Sabato, who said the polling industry "needs some housecleaning," clarified to FoxNews.com on Thursday that he wants the polling business -- not the government -- to conduct an internal review of its practices and procedures. 
"The government is the last group you'd want conducting any inquiry. Not only would it become partisan, inevitably, but the best polling professionals are well capable of organizing this themselves," he told FoxNews.com in an email.
In Kansas, number-crunchers at FiveThirtyEight had forecast a big loss for Gov. Sam Brownback, but he won by a 4-point margin. Data from FiveThirtyEight also predicted Roberts would be defeated in Kansas -- and many polls showed him virtually tied -- but he won by more than 10 percentage points against independent candidate Greg Orman. Likewise, in Georgia, Republican David Perdue beat Michelle Nunn for an open Senate seat by 8 points, despite polls showing a much closer race. 
Sabato, who heads up the Center for Politics' Crystal Ball website, had his own share of misses Tuesday night. Sabato had nine races leaning Democrat. Of those, seven were won by Republicans including the gubernatorial races in Maryland, Maine and Illinois. Maryland was a huge upset, as most polls showed Democrat Anthony Brown well ahead, yet Republican Larry Hogan won comfortably. 
Real Clear Politics, an online site that compiles polls from various resources, posted polling averages that largely did not square with the results.
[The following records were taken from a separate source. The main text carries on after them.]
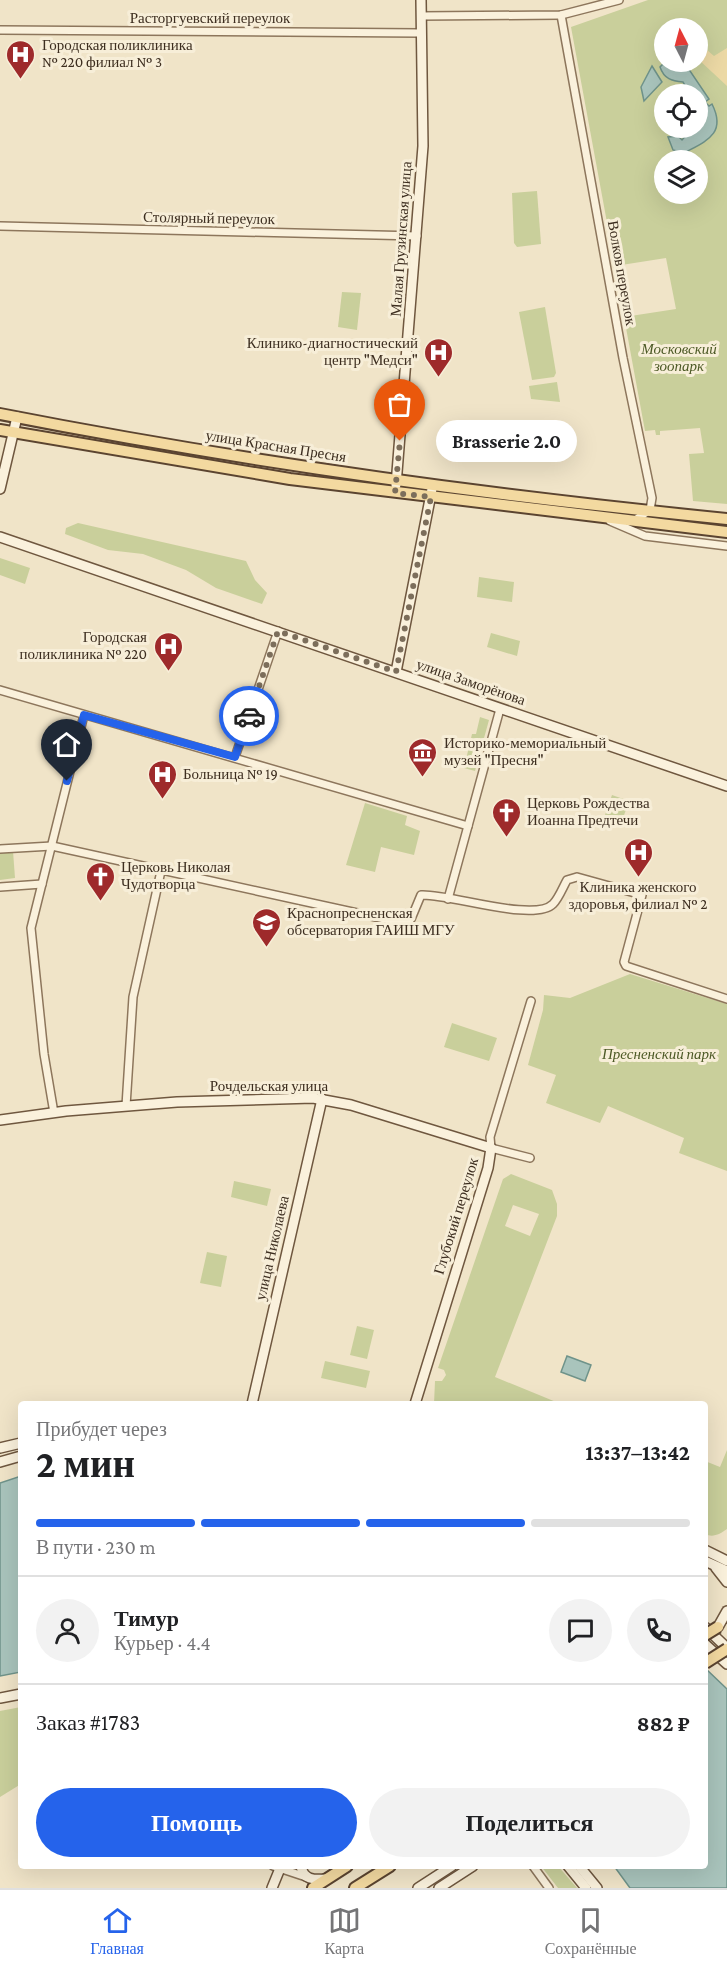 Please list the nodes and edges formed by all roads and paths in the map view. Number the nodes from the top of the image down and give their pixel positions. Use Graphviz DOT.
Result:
graph roads {
  1 [pos="421,0"];
  2 [pos="586,0"];
  3 [pos="619,0"];
  4 [pos="588,10"];
  5 [pos="561,15"];
  6 [pos="421,16"];
  7 [pos="0,30"];
  8 [pos="420,33"];
  9 [pos="0,226"];
  10 [pos="417,236"];
  11 [pos="0,414"];
  12 [pos="17,417"];
  13 [pos="0,430"];
  14 [pos="14,433"];
  15 [pos="396,480"];
  16 [pos="433,484"];
  17 [pos="0,489"];
  18 [pos="395,493"];
  19 [pos="431,497"];
  20 [pos="650,510"];
  21 [pos="604,519"];
  22 [pos="727,519"];
  23 [pos="627,522"];
  24 [pos="727,532"];
  25 [pos="0,537"];
  26 [pos="727,546"];
  27 [pos="278,631"];
  28 [pos="396,672"];
  29 [pos="0,690"];
  30 [pos="500,709"];
  31 [pos="84,715"];
  32 [pos="235,757"];
  33 [pos="727,786"];
  34 [pos="468,826"];
  35 [pos="52,846"];
  36 [pos="0,849"];
  37 [pos="161,871"];
  38 [pos="42,884"];
  39 [pos="0,887"];
  40 [pos="448,899"];
  41 [pos="727,999"];
  42 [pos="531,1001"];
  43 [pos="322,1099"];
  44 [pos="126,1106"];
  45 [pos="54,1113"];
  46 [pos="0,1120"];
  47 [pos="491,1149"];
  48 [pos="530,1158"];
  49 [pos="253,1401"];
  50 [pos="416,1401"];
  51 [pos="18,1444"];
  52 [pos="0,1448"];
  53 [pos="18,1457"];
  54 [pos="0,1462"];
  55 [pos="708,1550"];
  56 [pos="708,1552"];
  57 [pos="727,1552"];
  58 [pos="727,1561"];
  59 [pos="709,1563"];
  60 [pos="727,1571"];
  61 [pos="727,1582"];
  62 [pos="727,1611"];
  63 [pos="727,1617"];
  64 [pos="723,1625"];
  65 [pos="708,1630"];
  66 [pos="708,1633"];
  67 [pos="708,1647"];
  68 [pos="727,1649"];
  69 [pos="708,1662"];
  70 [pos="727,1665"];
  71 [pos="18,1695"];
  72 [pos="0,1698"];
  73 [pos="277,1869"];
  74 [pos="282,1869"];
  75 [pos="302,1869"];
  76 [pos="342,1869"];
  77 [pos="385,1869"];
  78 [pos="448,1869"];
  79 [pos="468,1869"];
  80 [pos="535,1869"];
  81 [pos="570,1869"];
  82 [pos="581,1869"];
  83 [pos="310,1883"];
  84 [pos="272,1888"];
  85 [pos="355,1888"];
  86 [pos="418,1888"];
  87 [pos="439,1888"];
  88 [pos="549,1888"];
  89 [pos="586,1888"];
  90 [pos="597,1888"];
  1 -- 6 [label="street, Малая Грузинская улица"];
  2 -- 4 [label="street"];
  3 -- 4 [label="street"];
  4 -- 5 [label="street"];
  5 -- 6 [label="street"];
  5 -- 20 [label="street, Волков переулок"];
  6 -- 8 [label="street, Малая Грузинская улица"];
  7 -- 8 [label="street, Расторгуевский переулок"];
  8 -- 10 [label="street, Малая Грузинская улица"];
  9 -- 10 [label="street, Столярный переулок"];
  10 -- 15 [label="street, Малая Грузинская улица"];
  11 -- 12 [label="main road, улица Красная Пресня"];
  12 -- 14 [label="street"];
  12 -- 15 [label="main road, улица Красная Пресня"];
  13 -- 14 [label="main road, улица Красная Пресня"];
  14 -- 17 [label="street"];
  14 -- 18 [label="main road, улица Красная Пресня"];
  15 -- 16 [label="main road, улица Красная Пресня"];
  15 -- 18 [label="street, Малая Грузинская улица"];
  16 -- 19 [label="street"];
  16 -- 20 [label="main road, улица Красная Пресня"];
  18 -- 19 [label="main road, улица Красная Пресня"];
  19 -- 21 [label="main road, улица Красная Пресня"];
  19 -- 28 [label="street"];
  20 -- 22 [label="main road, улица Красная Пресня"];
  20 -- 23 [label="street"];
  21 -- 23 [label="main road, улица Красная Пресня"];
  21 -- 26 [label="street"];
  23 -- 24 [label="main road, улица Красная Пресня"];
  25 -- 27 [label="street, улица Заморёнова"];
  27 -- 28 [label="street, улица Заморёнова"];
  27 -- 32 [label="street"];
  28 -- 30 [label="street, улица Заморёнова"];
  29 -- 31 [label="street"];
  30 -- 33 [label="street, улица Заморёнова"];
  30 -- 34 [label="street"];
  31 -- 32 [label="street"];
  31 -- 35 [label="street"];
  32 -- 34 [label="street"];
  34 -- 40 [label="street"];
  35 -- 36 [label="street"];
  35 -- 37 [label="street"];
  35 -- 38 [label="street"];
  37 -- 40 [label="street"];
  37 -- 44 [label="street"];
  38 -- 39 [label="street"];
  38 -- 45 [label="street"];
  40 -- 41 [label="street"];
  42 -- 47 [label="street, Глубокий переулок"];
  43 -- 44 [label="street, Рочдельская улица"];
  43 -- 47 [label="street, Рочдельская улица"];
  43 -- 49 [label="street, улица Николаева"];
  44 -- 45 [label="street, Рочдельская улица"];
  45 -- 46 [label="street, Рочдельская улица"];
  47 -- 48 [label="street, Рочдельская улица"];
  47 -- 50 [label="street, Глубокий переулок"];
  51 -- 52 [label="street"];
  53 -- 54 [label="street"];
  55 -- 57 [label="street"];
  56 -- 58 [label="street"];
  59 -- 60 [label="street"];
  59 -- 61 [label="street"];
  62 -- 64 [label="street"];
  63 -- 64 [label="street"];
  64 -- 66 [label="main road, bridge"];
  65 -- 68 [label="street"];
  67 -- 70 [label="street"];
  68 -- 69 [label="main road, bridge"];
  71 -- 72 [label="street"];
  73 -- 84 [label="street"];
  74 -- 83 [label="street"];
  75 -- 83 [label="street"];
  76 -- 83 [label="main road"];
  77 -- 85 [label="main road"];
  78 -- 86 [label="street"];
  79 -- 87 [label="street"];
  80 -- 88 [label="street"];
  81 -- 89 [label="street"];
  82 -- 90 [label="street"];
} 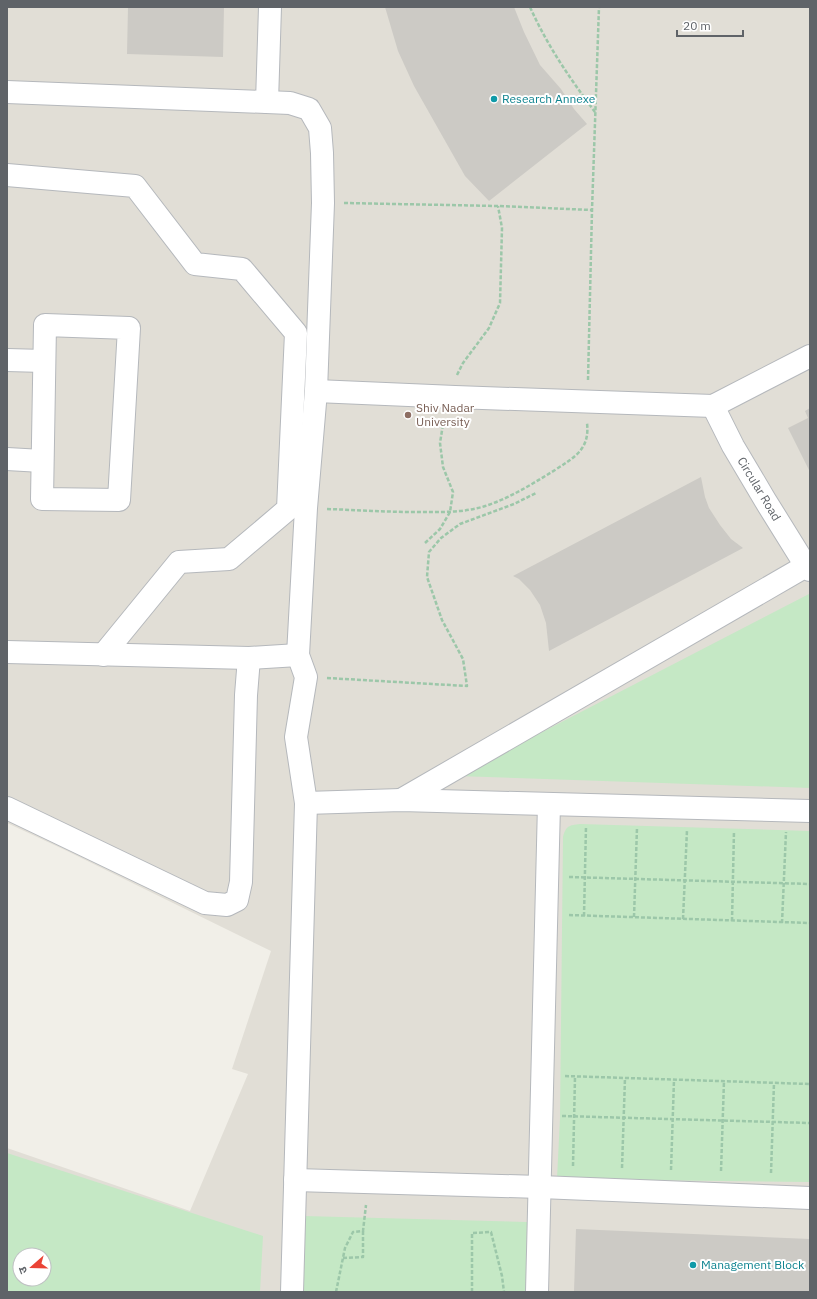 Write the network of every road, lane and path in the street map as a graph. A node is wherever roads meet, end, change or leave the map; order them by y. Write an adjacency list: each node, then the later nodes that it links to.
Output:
1 (270, 7): 5 (lane)
2 (530, 7): 6 (path)
3 (599, 7): 6 (path)
4 (7, 92): 5 (lane)
5 (267, 102): 8 (lane)
6 (595, 112): 10 (path)
7 (7, 175): 26 (lane)
8 (323, 203): 9 (path); 14 (lane)
9 (498, 206): 10 (path); 15 (path)
10 (592, 210): 16 (path)
11 (810, 356): 17 (lane)
12 (7, 360): 13 (lane)
13 (44, 361): 19 (lane); 19 (lane)
14 (316, 391): 15 (lane); 21 (lane)
15 (455, 397): 16 (lane); 22 (path)
16 (587, 400): 17 (lane); 22 (path)
17 (713, 406): 24 (lane, Circular Road)
18 (7, 459): 19 (lane)
19 (42, 461)
20 (536, 493): 29 (path)
21 (306, 508): 22 (path); 27 (lane)
22 (450, 512): 23 (path)
23 (425, 543)
24 (808, 568): 30 (lane)
25 (7, 652): 26 (lane)
26 (103, 655): 28 (lane)
27 (298, 655): 28 (lane); 29 (lane)
28 (249, 658): 33 (lane)
29 (306, 677): 31 (lane)
30 (401, 800): 31 (lane); 32 (lane)
31 (306, 803): 73 (lane)
32 (549, 804): 34 (lane); 40 (lane)
33 (7, 808)
34 (810, 811)
35 (586, 824): 41 (path)
36 (637, 826): 42 (path)
37 (687, 827): 43 (path)
38 (734, 828): 44 (path)
39 (786, 830): 45 (path)
40 (548, 877): 41 (path); 61 (lane)
41 (585, 878): 42 (path); 48 (path)
42 (635, 879): 43 (path); 49 (path)
43 (685, 881): 44 (path); 50 (path)
44 (733, 882): 45 (path); 51 (path)
45 (784, 884): 46 (path); 52 (path)
46 (810, 884)
47 (567, 915): 48 (path)
48 (584, 916): 49 (path)
49 (634, 918): 50 (path)
50 (683, 919): 51 (path)
51 (732, 921): 52 (path)
52 (782, 922): 53 (path)
53 (810, 924)
54 (563, 1076): 55 (path)
55 (575, 1076): 56 (path); 62 (path)
56 (625, 1078): 57 (path); 63 (path)
57 (674, 1080): 58 (path); 64 (path)
58 (724, 1081): 59 (path); 65 (path)
59 (774, 1083): 60 (path); 66 (path)
60 (810, 1084)
61 (542, 1115): 62 (path); 74 (lane)
62 (574, 1116): 63 (path); 68 (path)
63 (624, 1118): 64 (path); 69 (path)
64 (673, 1119): 65 (path); 70 (path)
65 (722, 1121): 66 (path); 71 (path)
66 (773, 1122): 67 (path); 72 (path)
67 (810, 1123)
68 (573, 1166)
69 (622, 1168)
70 (672, 1170)
71 (721, 1171)
72 (771, 1173)
73 (295, 1180): 74 (lane); 79 (lane)
74 (540, 1187): 75 (lane); 83 (lane)
75 (810, 1198)
76 (366, 1205): 77 (path)
77 (364, 1231): 78 (path); 78 (path)
78 (342, 1258): 80 (path)
79 (292, 1292)
80 (336, 1292)
81 (472, 1292): 82 (path)
82 (504, 1292)
83 (537, 1292)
In almost every contested Senate race, Republican candidates beat the Real Clear Politics polling data. 
Sabato believes that in many cases, pollsters failed to factor in how heavily Republican and conservative the electorate in a low-turnout midterm was going to be. 
"After the experience of 2012, when they undercounted Hispanics and young people, they were concerned about the same phenomenon happening again," he said. "Perhaps they over-compensated. I want them to tell us." 
Rasmussen Reports defended its polling data on its website, saying in a written statement that they got it right "most of the time." 
"It's interesting to note that in the races in which the spread was really off for us (and the Real Clear Politics average of all pollsters), most of the time we were spot-on for the Democratic number but wrong on the Republican number," the message stated. 
Rasmussen pointed to a number of unknowns. "If you add the percentage of voters 'not sure' to the GOP side, you will come very close to the final Republican number," the statement said. 
Rasmussen believes that the data "suggests the last-minute swing vote went to the Republicans, and while it did not necessarily change the game in terms of the winner, it very much changed the spread between the candidates." 
This is not the first time some off-base polling has prompted a review of the methods used by polling firms. After Gallup showed Mitt Romney ahead in the 2012 presidential race -- he lost -- the Gallup Poll reviewed its own methodology of selecting voters. 
"It's becoming a much more difficult, nerve-wracking business," Geoff Garin, the president of Hart Research Associates and a leading Democratic pollster, told Bloomberg News at the time.